Description of the task = Look at every line below and count those containing "Mercier". Answer with the number only.

Excerpted records =
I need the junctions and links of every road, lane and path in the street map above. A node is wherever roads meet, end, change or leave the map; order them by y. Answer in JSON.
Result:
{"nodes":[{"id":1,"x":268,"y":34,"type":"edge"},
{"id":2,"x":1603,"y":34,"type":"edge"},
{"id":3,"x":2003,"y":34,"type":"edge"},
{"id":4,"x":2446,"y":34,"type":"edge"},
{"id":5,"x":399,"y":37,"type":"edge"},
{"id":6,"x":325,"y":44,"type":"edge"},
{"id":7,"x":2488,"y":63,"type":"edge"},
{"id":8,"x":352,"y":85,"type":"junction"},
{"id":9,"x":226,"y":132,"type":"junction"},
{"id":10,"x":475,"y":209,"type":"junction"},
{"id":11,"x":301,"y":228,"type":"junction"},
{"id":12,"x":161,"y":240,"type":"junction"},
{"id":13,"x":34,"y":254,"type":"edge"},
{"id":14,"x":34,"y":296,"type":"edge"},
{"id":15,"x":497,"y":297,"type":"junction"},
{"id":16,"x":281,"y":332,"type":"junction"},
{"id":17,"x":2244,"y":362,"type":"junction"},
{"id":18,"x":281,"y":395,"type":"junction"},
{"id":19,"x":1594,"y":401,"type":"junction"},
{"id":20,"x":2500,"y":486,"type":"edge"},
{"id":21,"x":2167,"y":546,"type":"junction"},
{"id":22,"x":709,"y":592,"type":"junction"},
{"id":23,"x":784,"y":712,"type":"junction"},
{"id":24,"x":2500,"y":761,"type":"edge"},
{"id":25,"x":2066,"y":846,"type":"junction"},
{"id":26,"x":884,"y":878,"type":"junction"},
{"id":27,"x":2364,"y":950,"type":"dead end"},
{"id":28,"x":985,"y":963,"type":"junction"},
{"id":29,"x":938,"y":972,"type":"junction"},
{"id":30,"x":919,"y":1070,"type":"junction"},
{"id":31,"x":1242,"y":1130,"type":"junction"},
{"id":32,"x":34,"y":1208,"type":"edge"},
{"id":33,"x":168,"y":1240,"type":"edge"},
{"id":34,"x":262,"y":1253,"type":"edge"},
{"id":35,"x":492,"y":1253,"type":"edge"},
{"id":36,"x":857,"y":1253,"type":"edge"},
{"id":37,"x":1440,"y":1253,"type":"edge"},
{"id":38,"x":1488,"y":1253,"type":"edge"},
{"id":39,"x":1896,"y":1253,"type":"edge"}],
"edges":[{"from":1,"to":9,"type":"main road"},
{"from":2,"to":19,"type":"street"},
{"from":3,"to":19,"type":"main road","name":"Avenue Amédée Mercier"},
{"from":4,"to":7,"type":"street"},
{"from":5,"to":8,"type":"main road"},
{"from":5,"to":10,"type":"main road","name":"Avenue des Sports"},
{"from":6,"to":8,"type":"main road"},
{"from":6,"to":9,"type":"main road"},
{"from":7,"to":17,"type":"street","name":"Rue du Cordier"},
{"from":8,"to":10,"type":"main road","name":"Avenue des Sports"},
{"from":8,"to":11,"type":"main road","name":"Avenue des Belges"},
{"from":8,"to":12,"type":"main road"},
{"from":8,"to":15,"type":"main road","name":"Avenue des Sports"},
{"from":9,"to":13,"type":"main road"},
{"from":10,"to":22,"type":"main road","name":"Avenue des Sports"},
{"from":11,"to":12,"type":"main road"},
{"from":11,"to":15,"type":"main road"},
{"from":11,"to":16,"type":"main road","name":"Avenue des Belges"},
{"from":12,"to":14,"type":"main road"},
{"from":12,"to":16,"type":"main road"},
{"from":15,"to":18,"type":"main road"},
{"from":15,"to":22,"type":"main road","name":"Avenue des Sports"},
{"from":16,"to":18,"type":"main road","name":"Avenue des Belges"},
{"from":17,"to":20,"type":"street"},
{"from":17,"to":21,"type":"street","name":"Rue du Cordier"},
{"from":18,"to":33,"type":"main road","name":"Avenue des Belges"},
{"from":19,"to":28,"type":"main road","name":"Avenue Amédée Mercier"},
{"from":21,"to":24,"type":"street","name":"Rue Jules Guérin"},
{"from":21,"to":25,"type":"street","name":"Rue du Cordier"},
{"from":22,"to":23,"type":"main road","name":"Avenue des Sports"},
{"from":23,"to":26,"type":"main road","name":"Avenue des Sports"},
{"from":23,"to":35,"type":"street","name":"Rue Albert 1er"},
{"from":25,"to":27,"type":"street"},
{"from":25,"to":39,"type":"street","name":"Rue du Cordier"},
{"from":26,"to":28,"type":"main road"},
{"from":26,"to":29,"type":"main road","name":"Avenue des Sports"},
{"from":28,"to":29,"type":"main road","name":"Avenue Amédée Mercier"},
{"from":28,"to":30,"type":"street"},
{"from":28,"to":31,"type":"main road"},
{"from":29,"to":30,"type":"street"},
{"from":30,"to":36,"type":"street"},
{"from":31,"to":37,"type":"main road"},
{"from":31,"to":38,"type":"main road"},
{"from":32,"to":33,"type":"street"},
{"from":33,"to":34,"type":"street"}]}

Answer to this problem = 3